Stored items:
####

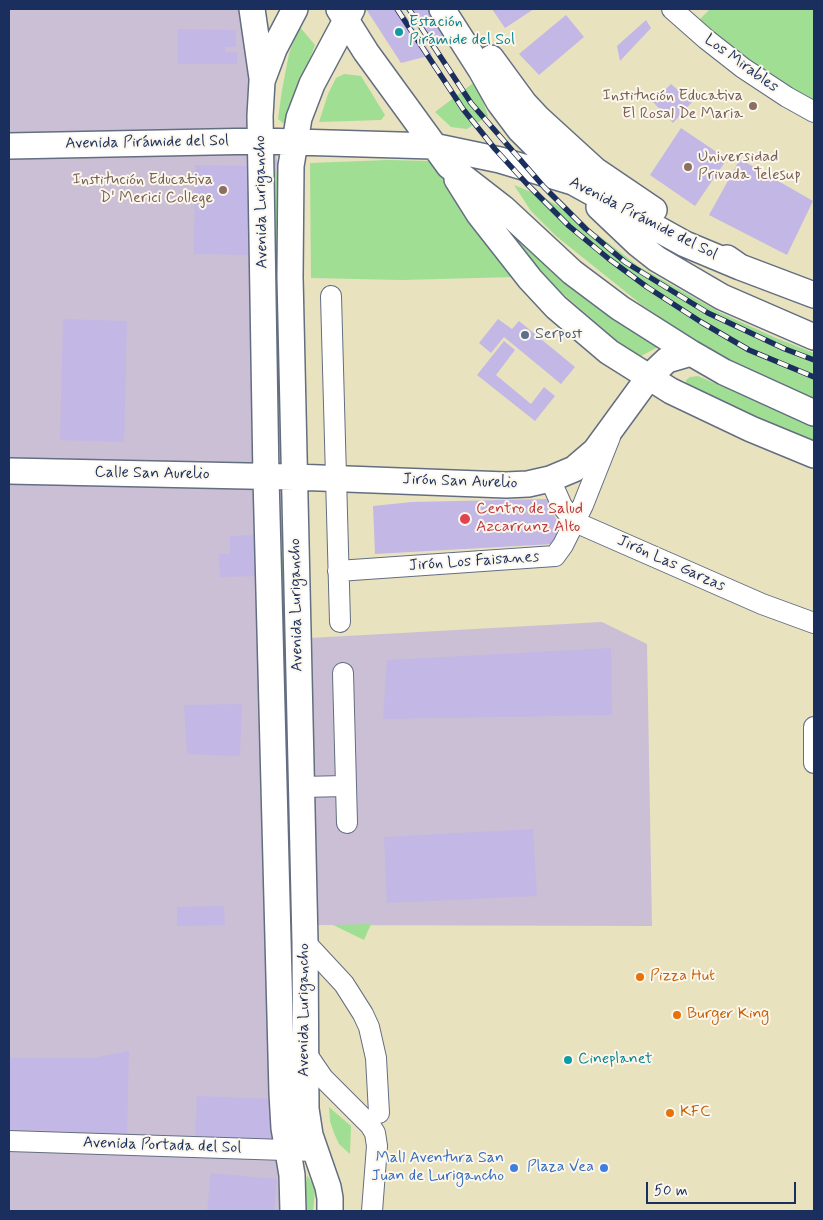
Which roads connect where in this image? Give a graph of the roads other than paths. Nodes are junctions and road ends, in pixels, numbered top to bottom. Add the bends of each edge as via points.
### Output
1 (252, 9) edge
2 (295, 9) edge
3 (442, 9) edge
4 (456, 9) edge
5 (672, 9) edge
6 (346, 12) edge
7 (262, 81) junction
8 (814, 112) edge
9 (261, 142) junction
10 (294, 142) junction
11 (9, 146) edge
12 (433, 146) junction
13 (449, 166) junction
14 (573, 182) junction
15 (740, 267) junction
16 (814, 295) edge
17 (331, 296) dead end
18 (814, 337) edge
19 (691, 353) junction
20 (648, 376) junction
21 (814, 413) edge
22 (615, 424) junction
23 (814, 454) edge
24 (9, 471) edge
25 (266, 476) junction
26 (294, 477) junction
27 (336, 478) junction
28 (550, 479) junction
29 (575, 522) junction
30 (338, 571) junction
31 (340, 622) dead end
32 (814, 623) edge
33 (343, 673) dead end
34 (814, 727) edge
35 (814, 763) edge
36 (346, 786) junction
37 (301, 787) junction
38 (347, 823) dead end
39 (305, 942) junction
40 (306, 1053) junction
41 (379, 1113) dead end
42 (9, 1141) edge
43 (287, 1150) junction
44 (316, 1151) junction
45 (293, 1211) edge
46 (330, 1211) edge
47 (372, 1211) edge

1 - 7 main road
2 - 7 main road, Avenida Lurigancho
3 - 14 main road via 520,130
4 - 15 main road via 511,87 552,131 595,170
5 - 8 street, Los Mirables via 743,68
6 - 10 main road, Avenida Lurigancho via 312,84
6 - 12 main road via 366,52
7 - 9 main road, Avenida Lurigancho
9 - 10 main road, Avenida Pirámide del Sol
9 - 11 main road, Avenida Pirámide del Sol
9 - 25 main road, Avenida Lurigancho
10 - 12 main road, Avenida Pirámide del Sol
10 - 26 main road, Avenida Lurigancho via 290,258
12 - 13 main road
12 - 14 main road, Avenida Pirámide del Sol via 500,160
13 - 19 main road via 496,202 593,288
13 - 20 main road via 479,214 556,307 609,352
14 - 15 main road, Avenida Pirámide del Sol via 685,244
14 - 18 main road via 657,259 722,296
15 - 16 main road
17 - 27 street
19 - 20 main road, Jirón San Aurelio via 667,360
19 - 21 main road via 724,372
20 - 22 main road, Jirón San Aurelio
20 - 23 main road via 718,414
22 - 28 main road, Jirón San Aurelio via 586,459 574,469
22 - 29 street, Jirón Los Faisanes
24 - 25 main road, Calle San Aurelio
25 - 26 main road, Calle San Aurelio
25 - 43 main road, Avenida Lurigancho via 282,1092
26 - 27 main road, Jirón San Aurelio
26 - 37 main road, Avenida Lurigancho
27 - 28 main road, Jirón San Aurelio via 506,485
27 - 30 street
28 - 29 street, Jirón Las Garzas via 562,506
29 - 30 street, Jirón Los Faisanes via 558,553 551,557
29 - 32 street, Jirón Las Garzas via 762,604
30 - 31 street
33 - 36 street
34 - 35 street
36 - 37 street
36 - 38 street
37 - 39 main road, Avenida Lurigancho
39 - 40 main road, Avenida Lurigancho
39 - 41 street via 344,984 369,1027 376,1058
40 - 44 main road, Avenida Lurigancho via 307,1122
40 - 47 street via 323,1078 375,1133
42 - 43 street, Avenida Portada del Sol
43 - 44 street, Avenida Portada del Sol
43 - 45 main road, Avenida Lurigancho via 292,1175
44 - 46 main road, Avenida Lurigancho via 328,1187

####

_YOUR TASK_:
When copying the entries, drop the images and keep every line exact.

_EXPECTED ANSWER_:
Which roads connect where in this image? Give a graph of the roads other than paths. Nodes are junctions and road ends, in pixels, numbered top to bottom. Add the bends of each edge as via points.
### Output
1 (252, 9) edge
2 (295, 9) edge
3 (442, 9) edge
4 (456, 9) edge
5 (672, 9) edge
6 (346, 12) edge
7 (262, 81) junction
8 (814, 112) edge
9 (261, 142) junction
10 (294, 142) junction
11 (9, 146) edge
12 (433, 146) junction
13 (449, 166) junction
14 (573, 182) junction
15 (740, 267) junction
16 (814, 295) edge
17 (331, 296) dead end
18 (814, 337) edge
19 (691, 353) junction
20 (648, 376) junction
21 (814, 413) edge
22 (615, 424) junction
23 (814, 454) edge
24 (9, 471) edge
25 (266, 476) junction
26 (294, 477) junction
27 (336, 478) junction
28 (550, 479) junction
29 (575, 522) junction
30 (338, 571) junction
31 (340, 622) dead end
32 (814, 623) edge
33 (343, 673) dead end
34 (814, 727) edge
35 (814, 763) edge
36 (346, 786) junction
37 (301, 787) junction
38 (347, 823) dead end
39 (305, 942) junction
40 (306, 1053) junction
41 (379, 1113) dead end
42 (9, 1141) edge
43 (287, 1150) junction
44 (316, 1151) junction
45 (293, 1211) edge
46 (330, 1211) edge
47 (372, 1211) edge

1 - 7 main road
2 - 7 main road, Avenida Lurigancho
3 - 14 main road via 520,130
4 - 15 main road via 511,87 552,131 595,170
5 - 8 street, Los Mirables via 743,68
6 - 10 main road, Avenida Lurigancho via 312,84
6 - 12 main road via 366,52
7 - 9 main road, Avenida Lurigancho
9 - 10 main road, Avenida Pirámide del Sol
9 - 11 main road, Avenida Pirámide del Sol
9 - 25 main road, Avenida Lurigancho
10 - 12 main road, Avenida Pirámide del Sol
10 - 26 main road, Avenida Lurigancho via 290,258
12 - 13 main road
12 - 14 main road, Avenida Pirámide del Sol via 500,160
13 - 19 main road via 496,202 593,288
13 - 20 main road via 479,214 556,307 609,352
14 - 15 main road, Avenida Pirámide del Sol via 685,244
14 - 18 main road via 657,259 722,296
15 - 16 main road
17 - 27 street
19 - 20 main road, Jirón San Aurelio via 667,360
19 - 21 main road via 724,372
20 - 22 main road, Jirón San Aurelio
20 - 23 main road via 718,414
22 - 28 main road, Jirón San Aurelio via 586,459 574,469
22 - 29 street, Jirón Los Faisanes
24 - 25 main road, Calle San Aurelio
25 - 26 main road, Calle San Aurelio
25 - 43 main road, Avenida Lurigancho via 282,1092
26 - 27 main road, Jirón San Aurelio
26 - 37 main road, Avenida Lurigancho
27 - 28 main road, Jirón San Aurelio via 506,485
27 - 30 street
28 - 29 street, Jirón Las Garzas via 562,506
29 - 30 street, Jirón Los Faisanes via 558,553 551,557
29 - 32 street, Jirón Las Garzas via 762,604
30 - 31 street
33 - 36 street
34 - 35 street
36 - 37 street
36 - 38 street
37 - 39 main road, Avenida Lurigancho
39 - 40 main road, Avenida Lurigancho
39 - 41 street via 344,984 369,1027 376,1058
40 - 44 main road, Avenida Lurigancho via 307,1122
40 - 47 street via 323,1078 375,1133
42 - 43 street, Avenida Portada del Sol
43 - 44 street, Avenida Portada del Sol
43 - 45 main road, Avenida Lurigancho via 292,1175
44 - 46 main road, Avenida Lurigancho via 328,1187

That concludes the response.